Athos laissa le cardinal achever parfaitement sa phrase et, s’inclinant en signe d’assentiment, il reprit à son tour :

 

« La discipline, Monseigneur, n’a en aucune façon, je l’espère, été oubliée par nous. Nous ne sommes pas de service, et nous avons cru que, n’étant pas de service, nous pouvions disposer de notre temps comme bon nous semblait. Si nous sommes assez heureux pour que Son Éminence ait quelque ordre particulier à nous donner, nous sommes prêts à lui obéir. Monseigneur voit, continua Athos en fronçant le sourcil, car cette espèce d’interrogatoire commençait à l’impatienter, que, pour être prêts à la moindre alerte, nous sommes sortis avec nos armes. »

 

Et il montra du doigt au cardinal les quatre mousquets en faisceau près du tambour sur lequel étaient les cartes et les dés.

 

« Que Votre Éminence veuille croire, ajouta d’Artagnan, que nous nous serions portés au-devant d’elle si nous eussions pu supposer que c’était elle qui venait vers nous en si petite compagnie. »

 

Le cardinal se mordait les moustaches et un peu les lèvres.

 

« Savez-vous de quoi vous avez l’air, toujours ensemble, comme vous voilà, armés comme vous êtes, et gardés par vos laquais ? dit le cardinal, vous avez l’air de quatre conspirateurs.

 

– Oh ! quant à ceci, Monseigneur, c’est vrai, dit Athos, et nous conspirons, comme Votre Éminence a pu le voir l’autre matin, seulement c’est contre les Rochelois.

 

– Eh ! messieurs les politiques, reprit le cardinal en fronçant le sourcil à son tour, on trouverait peut-être dans vos cervelles le secret de bien des choses qui sont ignorées, si on pouvait y lire comme vous lisiez dans cette lettre que vous avez cachée quand vous m’avez vu venir. »

 

Le rouge monta à la figure d’Athos, il fit un pas vers Son Éminence.

 

« On dirait que vous nous soupçonnez réellement, Monseigneur, et que nous subissons un véritable interrogatoire ; s’il en est ainsi, que Votre Éminence daigne s’expliquer, et nous saurons du moins à quoi nous en tenir.



 

– Et quand cela serait un interrogatoire, reprit le cardinal, d’autres que vous en ont subi, monsieur Athos, et y ont répondu.

 

– Aussi, Monseigneur, ai-je dit à Votre Éminence qu’elle n’avait qu’à questionner, et que nous étions prêts à répondre.

 

– Quelle était cette lettre que vous alliez lire, monsieur Aramis, et que vous avez cachée ?

 

– Une lettre de femme, Monseigneur.

 

– Oh ! je conçois, dit le cardinal, il faut être discret pour ces sortes de lettres ; mais cependant on peut les montrer à un confesseur, et, vous le savez, j’ai reçu les ordres.

 

– Monseigneur, dit Athos avec un calme d’autant plus terrible qu’il jouait sa tête en faisant cette réponse, la lettre est d’une femme, mais elle n’est signée ni Marion de Lorme, ni Mme d’Aiguillon. »

 

Le cardinal devint pâle comme la mort, un éclair fauve sortit de ses yeux ; il se retourna comme pour donner un ordre à Cahusac et à La Houdinière.

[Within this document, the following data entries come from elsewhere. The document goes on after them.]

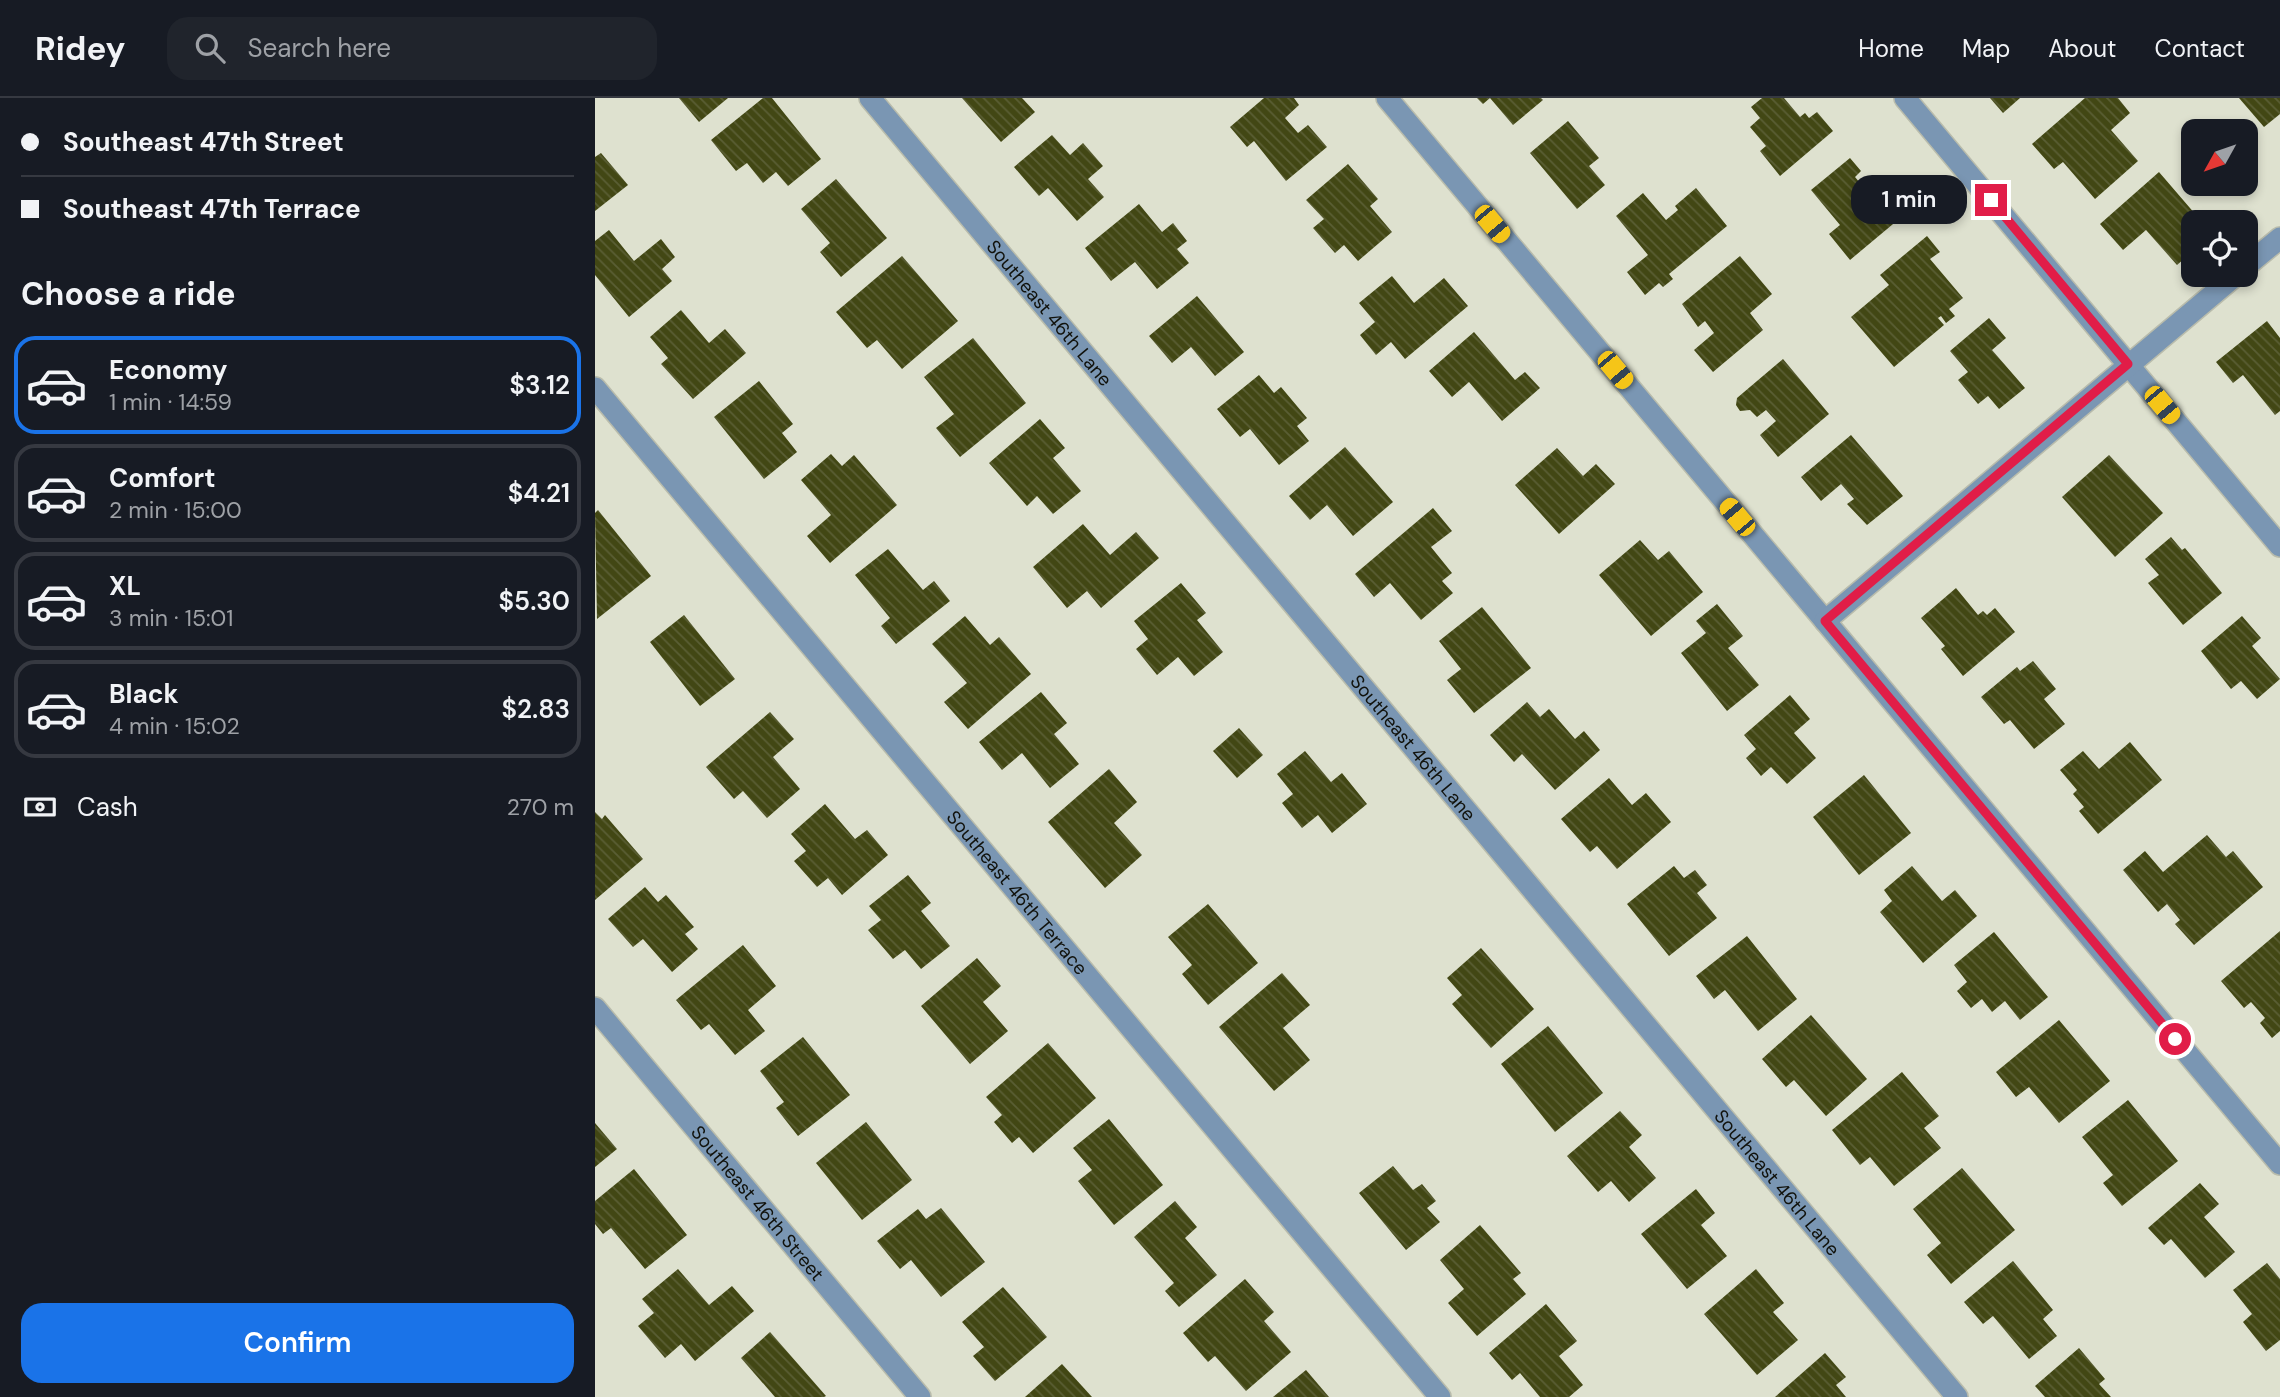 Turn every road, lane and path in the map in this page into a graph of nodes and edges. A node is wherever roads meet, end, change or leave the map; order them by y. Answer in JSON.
{"nodes":[{"id":1,"x":870,"y":98,"type":"edge"},
{"id":2,"x":1387,"y":98,"type":"edge"},
{"id":3,"x":1905,"y":98,"type":"edge"},
{"id":4,"x":2280,"y":239,"type":"edge"},
{"id":5,"x":2258,"y":257,"type":"edge"},
{"id":6,"x":2221,"y":287,"type":"edge"},
{"id":7,"x":2128,"y":364,"type":"junction"},
{"id":8,"x":595,"y":388,"type":"edge"},
{"id":9,"x":2280,"y":546,"type":"edge"},
{"id":10,"x":1825,"y":621,"type":"junction"},
{"id":11,"x":595,"y":1008,"type":"edge"},
{"id":12,"x":2280,"y":1164,"type":"edge"},
{"id":13,"x":920,"y":1397,"type":"edge"},
{"id":14,"x":1440,"y":1397,"type":"edge"},
{"id":15,"x":1957,"y":1397,"type":"edge"}],
"edges":[{"from":1,"to":15,"type":"street","name":"Southeast 46th Lane"},
{"from":2,"to":10,"type":"street"},
{"from":3,"to":7,"type":"street"},
{"from":4,"to":5,"type":"street"},
{"from":6,"to":7,"type":"street"},
{"from":7,"to":9,"type":"street"},
{"from":7,"to":10,"type":"street"},
{"from":8,"to":14,"type":"street","name":"Southeast 46th Terrace"},
{"from":10,"to":12,"type":"street"},
{"from":11,"to":13,"type":"street","name":"Southeast 46th Street"}]}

Athos vit le mouvement ; il fit un pas vers les mousquetons, sur lesquels les trois amis avaient les yeux fixés en hommes mal disposés à se laisser arrêter. Le cardinal était, lui, troisième ; les mousquetaires, y compris les laquais, étaient sept : il jugea que la partie serait d’autant moins égale, qu’Athos et ses compagnons conspiraient réellement ; et, par un de ces retours rapides qu’il tenait toujours à sa disposition, toute sa colère se fondit dans un sourire.

 

« Allons, allons ! dit-il, vous êtes de braves jeunes gens, fiers au soleil, fidèles dans l’obscurité ; il n’y a pas de mal à veiller sur soi quand on veille si bien sur les autres ; messieurs, je n’ai point oublié la nuit où vous m’avez servi d’escorte pour aller au Colombier-Rouge ; s’il y avait quelque danger à craindre sur la route que je vais suivre, je vous prierais de m’accompagner ; mais, comme il n’y en a pas, restez où vous êtes, achevez vos bouteilles, votre partie et votre lettre. Adieu, messieurs. »

 

Et, remontant sur son cheval, que Cahusac lui avait amené, il les salua de la main et s’éloigna.

 

Les quatre jeunes gens, debout et immobiles, le suivirent des yeux sans dire un seul mot jusqu’à ce qu’il eût disparu.

 

Puis ils se regardèrent.

 

Tous avaient la figure consternée, car malgré l’adieu amical de Son Éminence, ils comprenaient que le cardinal s’en allait la rage dans le cœur.

 

Athos seul souriait d’un sourire puissant et dédaigneux. Quand le cardinal fut hors de la portée de la voix et de la vue :

 

« Ce Grimaud a crié bien tard ! » dit Porthos, qui avait grande envie de faire tomber sa mauvaise humeur sur quelqu’un.

 

Grimaud allait répondre pour s’excuser. Athos leva le doigt et Grimaud se tut.

 

« Auriez-vous rendu la lettre, Aramis ? dit d’Artagnan.

 

– Moi, dit Aramis de sa voix la plus flûtée, j’étais décidé : s’il avait exigé que la lettre lui fût remise, je lui présentais la lettre d’une main, et de l’autre je lui passais mon épée au travers du corps.

 

– Je m’y attendais bien, dit Athos ; voilà pourquoi je me suis jeté entre vous et lui. En vérité, cet homme est bien imprudent de parler ainsi à d’autres hommes ; on dirait qu’il n’a jamais eu affaire qu’à des femmes et à des enfants.

 

– Mon cher Athos, dit d’Artagnan, je vous admire, mais cependant nous étions dans notre tort, après tout.

 

– Comment, dans notre tort ! reprit Athos. À qui donc cet air que nous respirons ? à qui cet océan sur lequel s’étendent nos regards ? à qui ce sable sur lequel nous étions couchés ? à qui cette lettre de votre maîtresse ? Est-ce au cardinal ? Sur mon honneur, cet homme se figure que le monde lui appartient : vous étiez là, balbutiant, stupéfait, anéanti ; on eût dit que la Bastille se dressait devant vous et que la gigantesque Méduse vous changeait en pierre. Est-ce que c’est conspirer, voyons, que d’être amoureux ? Vous êtes amoureux d’une femme que le cardinal a fait enfermer, vous voulez la tirer des mains du cardinal ; c’est une partie que vous jouez avec Son Éminence : cette lettre c’est votre jeu ; pourquoi montreriez-vous votre jeu à votre adversaire ? cela ne se fait pas. Qu’il le devine, à la bonne heure ! nous devinons bien le sien, nous !

 

– Au fait, dit d’Artagnan, c’est plein de sens, ce que vous dites là, Athos.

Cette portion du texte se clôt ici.